Am I correct in concluding that resnet that comes with pytorch can't be quantized by pytorch?

vladium · May 22, 2020, 1:00am

Greetings. I have gone through two quantization attempts for resnet50 that comes with pytorch and had mixed results:

dynamic quantization works but is limited to the only Linear layer used in ResNet, thus the resulting improvements in model size and inference latency are just a few percent.
static quantization nominally succeeds, but at runtime the new model throws the exception described in Supported quantized tensor operations, which I presume is caused by the “+” operation used to implement skip connections. It doesn’t seem feasible to exclude those as they repeat throughout the entire depth of the model. Am I correct in deducing then that the resnet implementation that ships with pytorch cannot be (correctly) statically quantized by the current API?

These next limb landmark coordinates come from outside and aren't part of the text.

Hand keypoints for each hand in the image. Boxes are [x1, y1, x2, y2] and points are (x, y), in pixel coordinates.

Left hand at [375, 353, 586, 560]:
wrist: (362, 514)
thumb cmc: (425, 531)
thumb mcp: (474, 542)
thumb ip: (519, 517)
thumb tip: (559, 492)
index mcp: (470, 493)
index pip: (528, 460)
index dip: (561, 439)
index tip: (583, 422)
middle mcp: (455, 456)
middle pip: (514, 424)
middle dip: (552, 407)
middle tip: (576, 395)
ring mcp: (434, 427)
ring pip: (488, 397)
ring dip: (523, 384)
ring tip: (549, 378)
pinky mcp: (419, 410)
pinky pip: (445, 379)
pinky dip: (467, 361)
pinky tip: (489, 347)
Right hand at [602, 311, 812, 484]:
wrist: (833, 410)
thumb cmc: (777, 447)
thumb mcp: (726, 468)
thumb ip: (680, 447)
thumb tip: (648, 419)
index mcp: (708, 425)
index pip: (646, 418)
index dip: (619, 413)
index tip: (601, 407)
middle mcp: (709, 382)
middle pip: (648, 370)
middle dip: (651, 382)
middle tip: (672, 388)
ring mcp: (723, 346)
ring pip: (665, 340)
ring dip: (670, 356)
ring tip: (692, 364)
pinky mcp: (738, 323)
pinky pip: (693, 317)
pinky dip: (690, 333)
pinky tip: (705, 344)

I understand that quantization support is marked experimental – I’d like to confirm that the limitations I am seeing are expected at this stage.

Thank you.

vladium · May 22, 2020, 3:01pm

Incidentally, I can reproduce the issue with a tiny test model: adding a += step to forward() makes it non-quantizable.

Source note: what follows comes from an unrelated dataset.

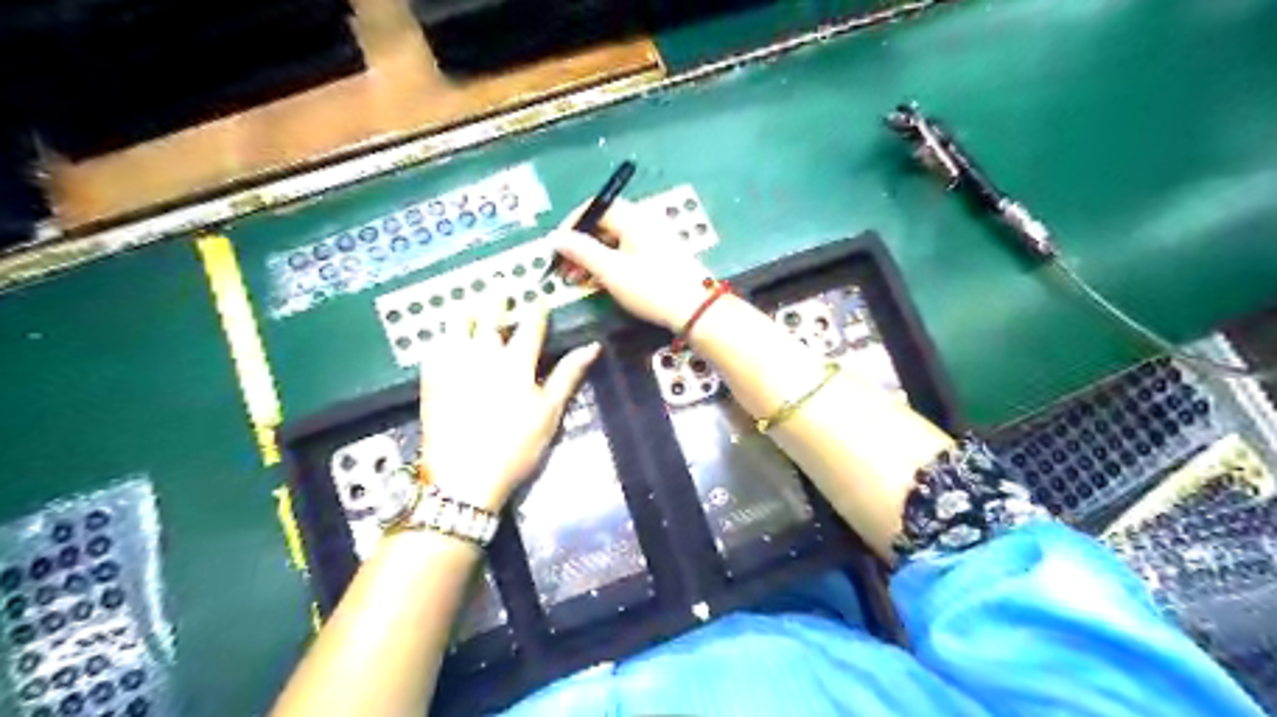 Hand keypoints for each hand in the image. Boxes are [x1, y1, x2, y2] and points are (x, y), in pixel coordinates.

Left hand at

(BTW, I am aware of torch.nn.quantized.FloatFunctional – my use case prevents such intrusive model modifications)

supriyar · May 28, 2020, 4:46pm

At this point, eager mode quantization might require changes to the model in order to make it work. Here is an example of how resnet50 is quantized in pytorch - https://github.com/pytorch/vision/blob/master/torchvision/models/quantization/resnet.py

Going forward we are planning on graph mode quantization where such invasive model changes won’t be required.

vladium · May 28, 2020, 6:54pm

Thanks. I wanted to make sure I wasn’t missing anything obvious. The pre-quantized model works because of the changes including

def __init__(self, *args, **kwargs):
    ...
    **self.add_relu = torch.nn.quantized.FloatFunctional()**
...
    def forward(self, x):
        identity = x
        out = self.conv1(x)
        ...
        **out = self.add_relu.add_relu(out, identity)**

        return out

samhithaaaa · September 15, 2020, 11:58pm

Hi,I keep getting this error :

RuntimeError: Could not run ‘quantized::conv2d’ with arguments from the ‘CPUTensorId’ backend. ‘quantized::conv2d’ is only available for these backends: [QuantizedCPUTensorId].

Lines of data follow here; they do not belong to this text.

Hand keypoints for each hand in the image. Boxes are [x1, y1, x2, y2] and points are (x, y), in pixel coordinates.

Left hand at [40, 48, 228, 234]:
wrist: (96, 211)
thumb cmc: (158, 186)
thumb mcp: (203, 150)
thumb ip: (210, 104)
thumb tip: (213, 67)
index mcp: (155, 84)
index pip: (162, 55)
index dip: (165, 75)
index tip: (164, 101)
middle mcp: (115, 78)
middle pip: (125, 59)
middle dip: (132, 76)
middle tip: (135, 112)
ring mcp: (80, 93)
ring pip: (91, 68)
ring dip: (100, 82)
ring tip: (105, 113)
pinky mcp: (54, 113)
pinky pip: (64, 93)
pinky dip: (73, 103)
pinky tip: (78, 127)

Can someone help me with this?
Thanks!

Bryan_Wang · September 17, 2020, 6:33pm

Any update on graph mode quantization? Facing similar issues quantizing ResNet.

Vasiliy_Kuznetsov · September 18, 2020, 5:02pm

hi @Bryan_Wang, we cannot commit to a timeline yet but we are hoping to release it as a prototype this year. You are welcome to check out the test cases demonstrating the current API in https://github.com/pytorch/pytorch/blob/master/test/quantization/test_quantize_fx.py, although it will be in flux for the near future and we don’t have documentation just yet.

samhithaaaa · October 21, 2020, 9:21pm

Hi all,some layers are missing in the pretrained Resnet50 model.I don’t see Quantstub() and DeQuantStub() .Also,(Skip_add):FloatFunctional (adctivation_post_process):Identity()) is missing after every layer.I guess this is causing inference issues on quantized model and keeps giving this error:
RuntimeError: Could not run ‘quantized::conv2d’ with arguments from the ‘CPUTensorId’ backend. ‘quantized::conv2d’ is only available for these backends: [QuantizedCPUTensorId].

Any suggestions about this anyone please?

supriyar · October 27, 2020, 11:46pm

Hi @samhithaaaa, could you share the code/script that you are using to quantize the model?
If you are using fx based quantization you will likely not see QuantStub()/DeQuantStub() in the graph. cc @jerryzh168

jerryzh168 · November 9, 2020, 6:15pm

are you getting the model from https://github.com/pytorch/vision/tree/master/torchvision/models/quantization?